Photons: A photon is a fundamental particle of light and other forms of electromagnetic radiation. It is a quantum of the electromagnetic field, carrying energy and momentum. Photons have no mass and travel at the speed of light in a vacuum. They exhibit both wave-like and particle-like properties, and their energy is directly proportional to their frequency, as described by the equation $E=h⋅f$, where $E$ is energy, $h$ is Planck's constant, and $f$ is frequency. Photons play a crucial role in the transmission of energy in the form of electromagnetic waves, including visible light, radio waves, microwaves, and X-rays.

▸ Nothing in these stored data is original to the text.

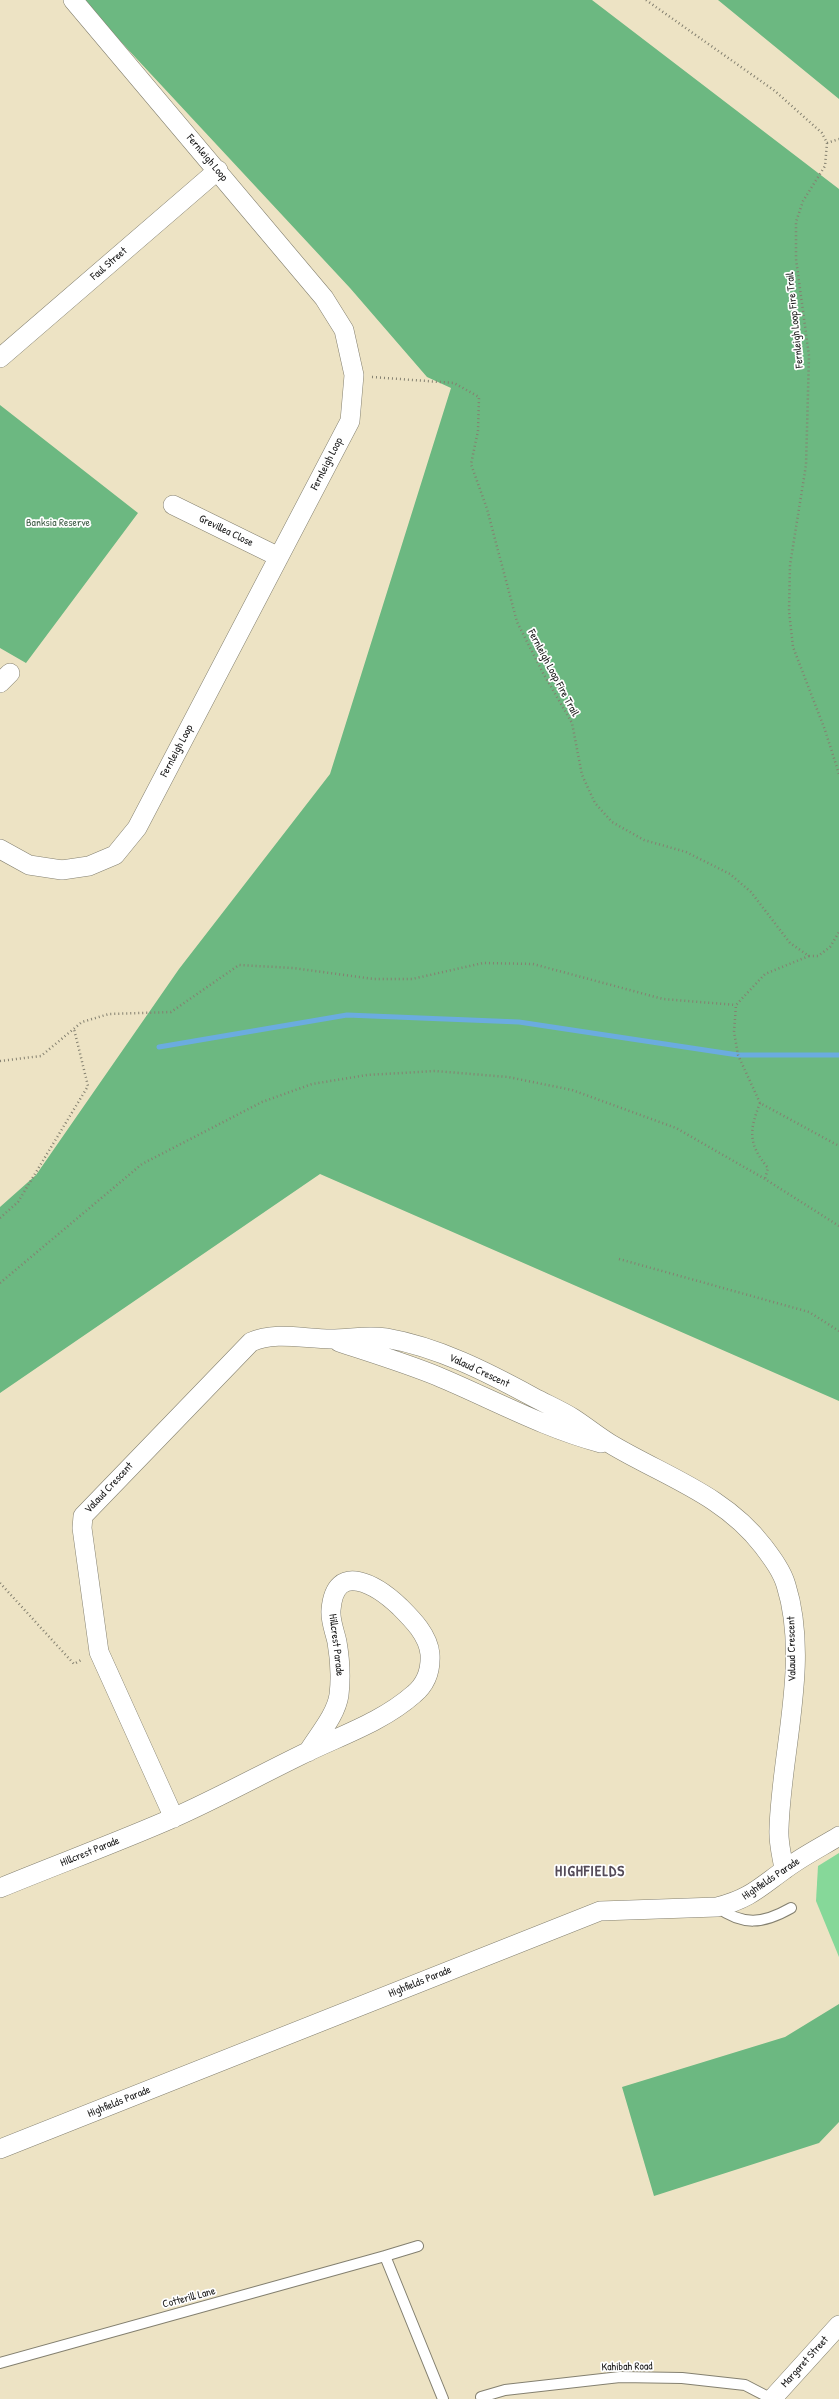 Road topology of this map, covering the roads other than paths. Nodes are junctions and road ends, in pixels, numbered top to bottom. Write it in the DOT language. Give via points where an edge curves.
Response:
graph roads {
  1 [pos="73,0"];
  2 [pos="218,170"];
  3 [pos="0,358"];
  4 [pos="173,505"];
  5 [pos="279,558"];
  6 [pos="0,849"];
  7 [pos="308,1752"];
  8 [pos="174,1818"];
  9 [pos="839,1836"];
  10 [pos="784,1869"];
  11 [pos="0,1888"];
  12 [pos="717,1907"];
  13 [pos="791,1908"];
  14 [pos="0,2149"];
  15 [pos="418,2246"];
  16 [pos="385,2256"];
  17 [pos="839,2325"];
  18 [pos="0,2363"];
  19 [pos="481,2397"];
  20 [pos="443,2399"];
  21 [pos="772,2399"];
  1 -- 2 [label="street, Fernleigh Loop"];
  2 -- 3 [label="street, Faul Street"];
  2 -- 5 [label="street, Fernleigh Loop" via="324,298 344,330 354,375 350,421"];
  4 -- 5 [label="street, Grevillea Close"];
  5 -- 6 [label="street, Fernleigh Loop" via="137,828 115,855 89,866 62,870 29,865"];
  7 -- 7 [label="street, Hillcrest Parade" via="334,1710 338,1697 339,1663 330,1612 334,1597 342,1583 350,1580 360,1581 380,1592 417,1625 430,1653 426,1681 391,1711 349,1735"];
  7 -- 8 [label="street, Hillcrest Parade"];
  8 -- 10 [label="street, Valaud Crescent" via="99,1652 82,1528 83,1516 251,1342 258,1338 298,1336 331,1339 437,1376 533,1419 576,1436 612,1446 712,1498 753,1532 772,1557 786,1584 793,1618 792,1700 778,1830"];
  8 -- 11 [label="street, Hillcrest Parade"];
  9 -- 10 [label="street, Highfields Parade"];
  10 -- 12 [label="street, Highfields Parade" via="753,1894"];
  12 -- 13 [label="lane" via="741,1921 760,1921 780,1915"];
  12 -- 14 [label="street, Highfields Parade" via="600,1911"];
  15 -- 16 [label="lane, Cotterill Lane"];
  16 -- 18 [label="lane, Cotterill Lane"];
  16 -- 20 [label="lane"];
  17 -- 21 [label="street, Margaret Street"];
  19 -- 21 [label="lane, Kahibah Road" via="505,2390 620,2377 682,2378 746,2385"];
}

Light and heat: The electromagnetic force governs the behavior of light. Light consists of photons, which are particles that represent packets of electromagnetic energy. The frequency at which the associated magnetic field oscillates determines the color of light. Infrared frequencies, beyond the visible spectrum, are associated with heat. When atoms experience heat, they absorb energy and emit photons, often in the infrared range, contributing to the sensation of warmth. In summary, light is composed of photons with specific frequencies, and heat causes the emission of photons, particularly in the infrared part of the electromagnetic spectrum.